Between 2007 and 2011, Kenya’s external trade, despite a dip in the recession year 2009, soared 51% from US$13 billion to US$20 billion, indicating a compound annual growth rate (CAGR) of about 11% as well as a healthy trend in spite of a volatile global economy.
Taking a closer look at the total figures, imports surged by 55% in the period 2007-2011, while exports grew only 42%. Kenya’s ready acceptance of imports, in particular those from the Chinese mainland, is increasingly making it a darling of Hong Kong traders, while Hong Kong can act as a good platform for Kenyan exporters who seek to move up the value chain by branding and diversifying export markets to the Chinese mainland and other Asian countries.

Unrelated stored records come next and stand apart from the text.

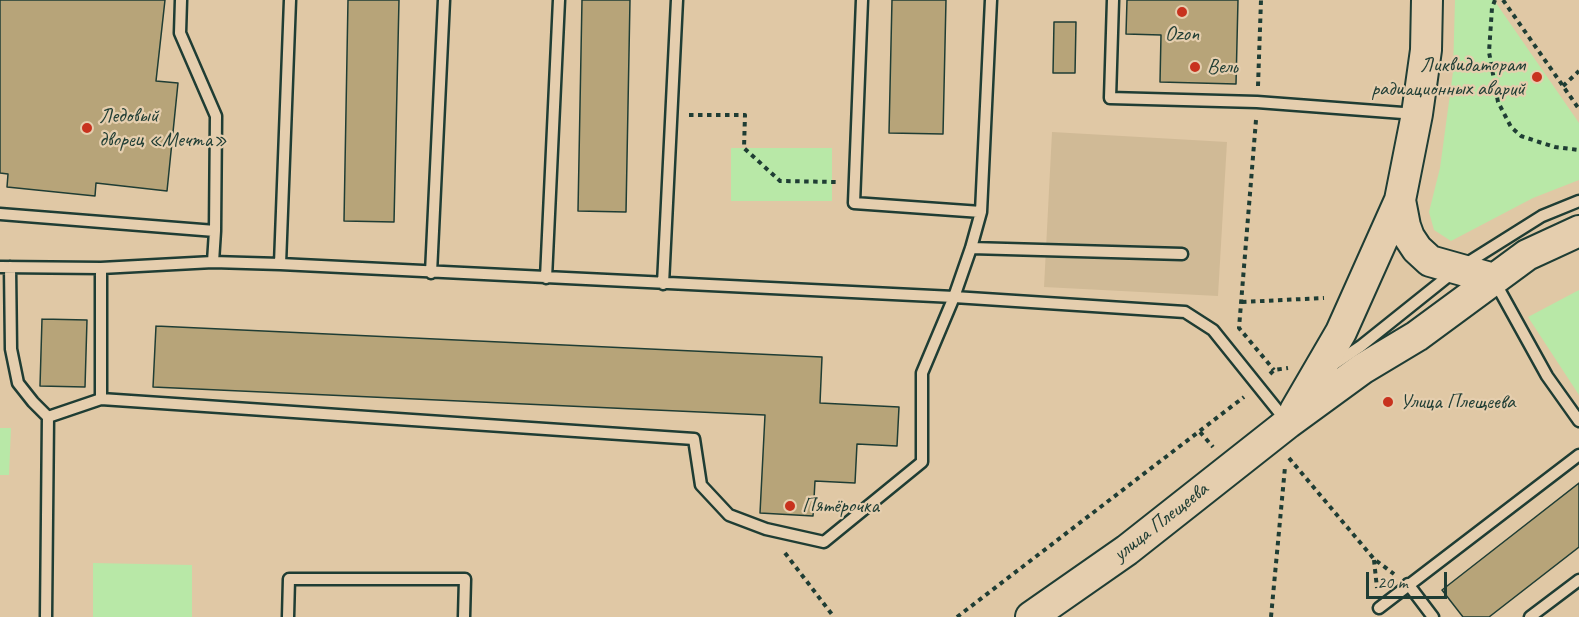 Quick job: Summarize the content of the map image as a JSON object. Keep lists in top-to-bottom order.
{
  "streets": {
    "main road": ["улица Плещеева"]
  },
  "places": [
    "Ozon",
    "Вель",
    "Ликвидаторам радиационных аварий",
    "Ледовый дворец «Мечта»",
    "Улица Плещеева",
    "Пятёрочка"
  ],
  "scale_bar": "20 m"
}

As the region’s economic engine and a major access point to the sea for East and Central Africa, Kenya has been supplying its neighbours such as Uganda, Tanzania and Rwanda with a wide variety of products ranging from food and beverages, industrial supplies to consumer goods. Given Kenya’s limited domestic production of consumer products, many of the items are indeed re-exports coming from Asian suppliers.
Thanks to Kenya’s strong history with the UK, the European Union-African-Caribbean-Pacific (EU-ACP) Cotonou Agreement, and the subsequent European Union-East African Community Economic Partnership Agreement (EU-EAC EPA, also known as a Framework EPA (FEPA)), Europe remains one of the country’s major export markets, with the UK and the Netherlands ranking high in its export roster. Meanwhile, the African Growth and Opportunity Act (AGOA) has provided Kenya with preferential market access to the US since 2000, making this one of the nation’s top-five export markets.
As a member of the East African Community (EAC) and the Common Market for Eastern and Southern Africa (COMESA), Kenya can enjoy duty-free access to 19 African markets, including Egypt. In addition to exporting to the regional trading hub in the UAE, Kenyan exporters are expanding their reach to Asian markets such as Pakistan and India, thanks partly to the strong presence of Indian companies.
Although China is not yet a key market for Kenyan exports, it is the country’s number one source of imports, surpassing India with year-on-year growth of nearly 60% in 2010. Mega infrastructure development projects fuelling imports of construction machinery have been considered one of the major underlying reasons for the fast growth, while the supply of electronics, vehicles, textiles and other consumer goods is also on the rise.
Intriguingly, the increasing consumption of petroleum products and the strong Indian business community have boosted the imports from the UAE (for example, more than 90% of crude oil imports comes from the Abu Dhabi National Oil Company, ADNOC) and India.
With Asian suppliers, especially China and India, gaining economic clout in the Kenyan market and accounting for 60% of the nation’s total imports, Asia’s rivalry with Kenya’s traditional suppliers has intensified recently, resulting in lower import reliance from South Africa, the US and the UK.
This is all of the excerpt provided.